Task goal:
Give back all the entries below. Omit none of them.
################
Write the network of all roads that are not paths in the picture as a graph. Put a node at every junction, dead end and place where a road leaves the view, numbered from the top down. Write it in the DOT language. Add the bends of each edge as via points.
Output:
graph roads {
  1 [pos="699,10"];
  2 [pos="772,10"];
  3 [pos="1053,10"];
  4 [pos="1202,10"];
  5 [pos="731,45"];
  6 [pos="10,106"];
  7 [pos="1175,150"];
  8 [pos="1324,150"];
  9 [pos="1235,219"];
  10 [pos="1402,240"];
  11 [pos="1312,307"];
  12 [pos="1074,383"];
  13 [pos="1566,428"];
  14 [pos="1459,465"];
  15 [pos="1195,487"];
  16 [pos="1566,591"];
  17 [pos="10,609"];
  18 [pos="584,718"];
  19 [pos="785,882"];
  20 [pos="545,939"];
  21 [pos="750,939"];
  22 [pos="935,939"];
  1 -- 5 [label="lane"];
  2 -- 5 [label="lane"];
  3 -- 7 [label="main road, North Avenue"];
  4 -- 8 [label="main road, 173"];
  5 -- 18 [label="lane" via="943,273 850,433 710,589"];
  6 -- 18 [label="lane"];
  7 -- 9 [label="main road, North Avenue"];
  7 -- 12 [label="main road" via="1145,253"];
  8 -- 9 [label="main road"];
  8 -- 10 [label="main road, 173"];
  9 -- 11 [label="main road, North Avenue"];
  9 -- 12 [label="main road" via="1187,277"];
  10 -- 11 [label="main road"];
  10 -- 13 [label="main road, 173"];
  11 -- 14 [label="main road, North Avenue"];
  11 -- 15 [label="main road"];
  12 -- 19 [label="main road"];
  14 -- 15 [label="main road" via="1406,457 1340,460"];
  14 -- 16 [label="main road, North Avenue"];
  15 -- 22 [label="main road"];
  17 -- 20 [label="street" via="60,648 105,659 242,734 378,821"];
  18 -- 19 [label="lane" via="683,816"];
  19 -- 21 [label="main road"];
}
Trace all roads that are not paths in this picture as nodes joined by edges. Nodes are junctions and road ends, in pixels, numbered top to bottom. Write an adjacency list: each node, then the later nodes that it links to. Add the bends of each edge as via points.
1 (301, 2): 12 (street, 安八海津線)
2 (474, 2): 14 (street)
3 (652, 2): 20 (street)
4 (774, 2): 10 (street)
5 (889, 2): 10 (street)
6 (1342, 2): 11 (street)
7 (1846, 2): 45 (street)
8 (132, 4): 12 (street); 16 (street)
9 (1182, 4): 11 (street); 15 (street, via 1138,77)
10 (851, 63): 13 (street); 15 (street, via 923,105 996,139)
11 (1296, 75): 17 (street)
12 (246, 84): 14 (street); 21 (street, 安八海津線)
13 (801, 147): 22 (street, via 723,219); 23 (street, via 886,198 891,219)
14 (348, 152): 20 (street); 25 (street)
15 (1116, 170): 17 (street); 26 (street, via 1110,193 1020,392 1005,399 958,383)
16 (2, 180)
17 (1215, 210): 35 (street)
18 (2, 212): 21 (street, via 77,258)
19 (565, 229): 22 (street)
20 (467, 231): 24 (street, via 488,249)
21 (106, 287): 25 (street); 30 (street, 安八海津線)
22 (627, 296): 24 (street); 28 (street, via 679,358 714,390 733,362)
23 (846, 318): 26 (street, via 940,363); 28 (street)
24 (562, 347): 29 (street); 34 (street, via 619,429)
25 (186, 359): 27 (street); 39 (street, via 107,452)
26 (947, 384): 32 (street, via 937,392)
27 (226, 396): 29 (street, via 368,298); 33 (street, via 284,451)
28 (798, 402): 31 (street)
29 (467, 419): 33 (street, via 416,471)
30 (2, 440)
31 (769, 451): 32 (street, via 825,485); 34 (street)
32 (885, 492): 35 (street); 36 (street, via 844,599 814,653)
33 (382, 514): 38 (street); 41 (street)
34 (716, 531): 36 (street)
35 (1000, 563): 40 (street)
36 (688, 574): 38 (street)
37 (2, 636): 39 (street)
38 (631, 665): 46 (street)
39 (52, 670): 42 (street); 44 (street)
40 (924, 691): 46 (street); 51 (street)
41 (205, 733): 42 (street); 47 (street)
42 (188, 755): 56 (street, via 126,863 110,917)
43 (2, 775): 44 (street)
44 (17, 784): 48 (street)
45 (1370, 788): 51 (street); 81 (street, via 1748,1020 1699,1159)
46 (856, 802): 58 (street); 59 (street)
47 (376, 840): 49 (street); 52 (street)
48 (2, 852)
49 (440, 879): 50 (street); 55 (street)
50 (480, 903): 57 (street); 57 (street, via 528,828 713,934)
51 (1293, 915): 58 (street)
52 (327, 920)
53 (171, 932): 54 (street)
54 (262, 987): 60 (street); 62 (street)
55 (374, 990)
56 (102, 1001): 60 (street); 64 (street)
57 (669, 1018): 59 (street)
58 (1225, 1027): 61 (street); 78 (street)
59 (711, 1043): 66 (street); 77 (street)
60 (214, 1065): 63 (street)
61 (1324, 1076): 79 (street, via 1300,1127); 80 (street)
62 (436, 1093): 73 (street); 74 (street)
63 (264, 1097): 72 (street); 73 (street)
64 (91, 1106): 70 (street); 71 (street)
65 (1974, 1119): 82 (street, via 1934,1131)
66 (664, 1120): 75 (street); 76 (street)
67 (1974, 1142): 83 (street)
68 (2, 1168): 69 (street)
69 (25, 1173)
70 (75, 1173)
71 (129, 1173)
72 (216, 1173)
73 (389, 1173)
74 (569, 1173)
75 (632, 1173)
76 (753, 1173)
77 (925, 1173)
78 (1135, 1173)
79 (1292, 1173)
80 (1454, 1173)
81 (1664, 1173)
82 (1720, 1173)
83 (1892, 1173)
################
Problem solution:
Write the network of all roads that are not paths in the picture as a graph. Put a node at every junction, dead end and place where a road leaves the view, numbered from the top down. Write it in the DOT language. Add the bends of each edge as via points.
Output:
graph roads {
  1 [pos="699,10"];
  2 [pos="772,10"];
  3 [pos="1053,10"];
  4 [pos="1202,10"];
  5 [pos="731,45"];
  6 [pos="10,106"];
  7 [pos="1175,150"];
  8 [pos="1324,150"];
  9 [pos="1235,219"];
  10 [pos="1402,240"];
  11 [pos="1312,307"];
  12 [pos="1074,383"];
  13 [pos="1566,428"];
  14 [pos="1459,465"];
  15 [pos="1195,487"];
  16 [pos="1566,591"];
  17 [pos="10,609"];
  18 [pos="584,718"];
  19 [pos="785,882"];
  20 [pos="545,939"];
  21 [pos="750,939"];
  22 [pos="935,939"];
  1 -- 5 [label="lane"];
  2 -- 5 [label="lane"];
  3 -- 7 [label="main road, North Avenue"];
  4 -- 8 [label="main road, 173"];
  5 -- 18 [label="lane" via="943,273 850,433 710,589"];
  6 -- 18 [label="lane"];
  7 -- 9 [label="main road, North Avenue"];
  7 -- 12 [label="main road" via="1145,253"];
  8 -- 9 [label="main road"];
  8 -- 10 [label="main road, 173"];
  9 -- 11 [label="main road, North Avenue"];
  9 -- 12 [label="main road" via="1187,277"];
  10 -- 11 [label="main road"];
  10 -- 13 [label="main road, 173"];
  11 -- 14 [label="main road, North Avenue"];
  11 -- 15 [label="main road"];
  12 -- 19 [label="main road"];
  14 -- 15 [label="main road" via="1406,457 1340,460"];
  14 -- 16 [label="main road, North Avenue"];
  15 -- 22 [label="main road"];
  17 -- 20 [label="street" via="60,648 105,659 242,734 378,821"];
  18 -- 19 [label="lane" via="683,816"];
  19 -- 21 [label="main road"];
}
Trace all roads that are not paths in this picture as nodes joined by edges. Nodes are junctions and road ends, in pixels, numbered top to bottom. Write an adjacency list: each node, then the later nodes that it links to. Add the bends of each edge as via points.
1 (301, 2): 12 (street, 安八海津線)
2 (474, 2): 14 (street)
3 (652, 2): 20 (street)
4 (774, 2): 10 (street)
5 (889, 2): 10 (street)
6 (1342, 2): 11 (street)
7 (1846, 2): 45 (street)
8 (132, 4): 12 (street); 16 (street)
9 (1182, 4): 11 (street); 15 (street, via 1138,77)
10 (851, 63): 13 (street); 15 (street, via 923,105 996,139)
11 (1296, 75): 17 (street)
12 (246, 84): 14 (street); 21 (street, 安八海津線)
13 (801, 147): 22 (street, via 723,219); 23 (street, via 886,198 891,219)
14 (348, 152): 20 (street); 25 (street)
15 (1116, 170): 17 (street); 26 (street, via 1110,193 1020,392 1005,399 958,383)
16 (2, 180)
17 (1215, 210): 35 (street)
18 (2, 212): 21 (street, via 77,258)
19 (565, 229): 22 (street)
20 (467, 231): 24 (street, via 488,249)
21 (106, 287): 25 (street); 30 (street, 安八海津線)
22 (627, 296): 24 (street); 28 (street, via 679,358 714,390 733,362)
23 (846, 318): 26 (street, via 940,363); 28 (street)
24 (562, 347): 29 (street); 34 (street, via 619,429)
25 (186, 359): 27 (street); 39 (street, via 107,452)
26 (947, 384): 32 (street, via 937,392)
27 (226, 396): 29 (street, via 368,298); 33 (street, via 284,451)
28 (798, 402): 31 (street)
29 (467, 419): 33 (street, via 416,471)
30 (2, 440)
31 (769, 451): 32 (street, via 825,485); 34 (street)
32 (885, 492): 35 (street); 36 (street, via 844,599 814,653)
33 (382, 514): 38 (street); 41 (street)
34 (716, 531): 36 (street)
35 (1000, 563): 40 (street)
36 (688, 574): 38 (street)
37 (2, 636): 39 (street)
38 (631, 665): 46 (street)
39 (52, 670): 42 (street); 44 (street)
40 (924, 691): 46 (street); 51 (street)
41 (205, 733): 42 (street); 47 (street)
42 (188, 755): 56 (street, via 126,863 110,917)
43 (2, 775): 44 (street)
44 (17, 784): 48 (street)
45 (1370, 788): 51 (street); 81 (street, via 1748,1020 1699,1159)
46 (856, 802): 58 (street); 59 (street)
47 (376, 840): 49 (street); 52 (street)
48 (2, 852)
49 (440, 879): 50 (street); 55 (street)
50 (480, 903): 57 (street); 57 (street, via 528,828 713,934)
51 (1293, 915): 58 (street)
52 (327, 920)
53 (171, 932): 54 (street)
54 (262, 987): 60 (street); 62 (street)
55 (374, 990)
56 (102, 1001): 60 (street); 64 (street)
57 (669, 1018): 59 (street)
58 (1225, 1027): 61 (street); 78 (street)
59 (711, 1043): 66 (street); 77 (street)
60 (214, 1065): 63 (street)
61 (1324, 1076): 79 (street, via 1300,1127); 80 (street)
62 (436, 1093): 73 (street); 74 (street)
63 (264, 1097): 72 (street); 73 (street)
64 (91, 1106): 70 (street); 71 (street)
65 (1974, 1119): 82 (street, via 1934,1131)
66 (664, 1120): 75 (street); 76 (street)
67 (1974, 1142): 83 (street)
68 (2, 1168): 69 (street)
69 (25, 1173)
70 (75, 1173)
71 (129, 1173)
72 (216, 1173)
73 (389, 1173)
74 (569, 1173)
75 (632, 1173)
76 (753, 1173)
77 (925, 1173)
78 (1135, 1173)
79 (1292, 1173)
80 (1454, 1173)
81 (1664, 1173)
82 (1720, 1173)
83 (1892, 1173)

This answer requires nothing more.